Upon the date 16:45 15-05-05, Tony Duell said something like:
> >    Left there and went to see the guy that I'd meet that morning. He gave
> > me a ***MINT*** Visual 50 terminal, a MINT Sage II computer with ALL the
>
>I haev a Sage II (the later model with half-height 80 cylinder drives),
>and the _excellent_ owner's manual with full schematics in the back. What
>I don't have is an OS for it :-(. If anyone has the set of original disks
>that came with such a machine, I am looking for copies (IIRC it was the
>UCSD p-system, with some Sage-specific utilities).
>
> > docs, a working HP 9845B, a stack of manuals for the 9845, a couple of HP
>
>There's a 9845 in many bits on my bench at the moment. %deity it's a
>complicated machine.... I think I just about understand the buses now
>(and evne that's complicated -- there are 2 main buses, essentially
>'language' ROMs and memory on one, 'peripheral' ROMs and memory on the
>other (one ROM drawer is on each bus), both processors have access to

Tony, the HP250 CPU is said to be the same as the 9845* except for 
different microcode.
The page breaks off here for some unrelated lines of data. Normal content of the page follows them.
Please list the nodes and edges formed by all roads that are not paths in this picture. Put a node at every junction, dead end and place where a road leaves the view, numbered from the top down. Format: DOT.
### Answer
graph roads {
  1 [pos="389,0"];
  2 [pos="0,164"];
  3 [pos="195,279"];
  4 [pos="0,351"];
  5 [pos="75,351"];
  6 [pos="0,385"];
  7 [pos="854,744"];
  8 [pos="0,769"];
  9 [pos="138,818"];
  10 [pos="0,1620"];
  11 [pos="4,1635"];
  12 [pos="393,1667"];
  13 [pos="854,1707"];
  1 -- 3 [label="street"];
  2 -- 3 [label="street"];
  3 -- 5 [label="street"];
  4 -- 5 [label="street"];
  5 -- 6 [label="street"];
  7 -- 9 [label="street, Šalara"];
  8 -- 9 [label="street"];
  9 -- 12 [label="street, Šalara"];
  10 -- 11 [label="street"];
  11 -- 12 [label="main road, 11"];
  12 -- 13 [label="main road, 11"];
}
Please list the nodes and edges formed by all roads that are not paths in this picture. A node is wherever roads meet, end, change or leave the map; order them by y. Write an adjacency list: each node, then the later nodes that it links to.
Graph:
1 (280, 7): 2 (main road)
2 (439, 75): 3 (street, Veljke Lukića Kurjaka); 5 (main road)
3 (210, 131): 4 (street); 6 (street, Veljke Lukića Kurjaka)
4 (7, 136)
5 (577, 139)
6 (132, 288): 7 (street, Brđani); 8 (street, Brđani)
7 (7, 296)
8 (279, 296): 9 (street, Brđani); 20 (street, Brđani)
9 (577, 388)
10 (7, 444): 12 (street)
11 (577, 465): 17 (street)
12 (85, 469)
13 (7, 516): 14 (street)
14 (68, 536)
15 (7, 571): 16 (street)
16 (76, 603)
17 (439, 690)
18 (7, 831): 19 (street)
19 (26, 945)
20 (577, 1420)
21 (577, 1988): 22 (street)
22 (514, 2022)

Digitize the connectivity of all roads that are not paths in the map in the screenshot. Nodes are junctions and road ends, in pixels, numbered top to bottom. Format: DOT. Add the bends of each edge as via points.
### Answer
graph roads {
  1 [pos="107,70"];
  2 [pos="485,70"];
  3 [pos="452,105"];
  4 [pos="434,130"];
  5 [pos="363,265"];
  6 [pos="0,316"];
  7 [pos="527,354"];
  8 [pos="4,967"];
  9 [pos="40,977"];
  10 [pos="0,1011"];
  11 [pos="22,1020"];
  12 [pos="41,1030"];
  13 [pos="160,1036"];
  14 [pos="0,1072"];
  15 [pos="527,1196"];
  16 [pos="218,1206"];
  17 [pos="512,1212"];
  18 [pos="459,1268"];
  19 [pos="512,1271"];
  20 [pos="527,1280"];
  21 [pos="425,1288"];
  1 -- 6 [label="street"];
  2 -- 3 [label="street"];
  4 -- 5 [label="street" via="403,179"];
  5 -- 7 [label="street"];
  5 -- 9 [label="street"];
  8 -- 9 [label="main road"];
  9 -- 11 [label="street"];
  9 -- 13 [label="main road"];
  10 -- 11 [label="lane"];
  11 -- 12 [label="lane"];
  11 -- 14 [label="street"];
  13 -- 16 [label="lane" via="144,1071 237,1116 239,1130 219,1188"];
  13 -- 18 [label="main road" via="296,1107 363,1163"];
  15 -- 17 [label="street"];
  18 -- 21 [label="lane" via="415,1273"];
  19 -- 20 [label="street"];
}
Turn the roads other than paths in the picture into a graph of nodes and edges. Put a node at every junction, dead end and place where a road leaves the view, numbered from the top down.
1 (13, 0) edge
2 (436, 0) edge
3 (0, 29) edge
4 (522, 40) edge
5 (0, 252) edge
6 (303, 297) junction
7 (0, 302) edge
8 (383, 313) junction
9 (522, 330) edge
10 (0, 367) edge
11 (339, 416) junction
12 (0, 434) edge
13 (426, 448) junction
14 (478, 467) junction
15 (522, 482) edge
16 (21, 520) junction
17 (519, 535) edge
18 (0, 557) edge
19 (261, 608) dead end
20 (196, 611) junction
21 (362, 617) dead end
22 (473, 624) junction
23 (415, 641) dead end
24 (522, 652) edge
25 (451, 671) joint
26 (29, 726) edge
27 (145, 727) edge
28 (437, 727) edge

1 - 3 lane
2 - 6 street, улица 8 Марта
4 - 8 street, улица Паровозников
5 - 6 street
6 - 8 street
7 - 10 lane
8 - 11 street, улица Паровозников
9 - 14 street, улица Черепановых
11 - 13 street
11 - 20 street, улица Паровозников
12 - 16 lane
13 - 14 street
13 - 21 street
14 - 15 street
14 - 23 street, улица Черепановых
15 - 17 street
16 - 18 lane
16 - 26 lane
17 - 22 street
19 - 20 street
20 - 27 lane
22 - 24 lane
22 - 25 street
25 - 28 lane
Reference this website if you can: 
http://www.hp-eloquence.com/history/history.html

Anyway, a couple of lines of text in the description on that site states: 
"Technically a descant [sic, probably meant descendant] of the HP9845 
workstation it was targeted at the commercial market." and further went on 
to state: "The HP250 used a HP proprietary 16 bit processor (similar to the 
one used with the HP9845) supporting 192 Kb to 512 Kb of memory."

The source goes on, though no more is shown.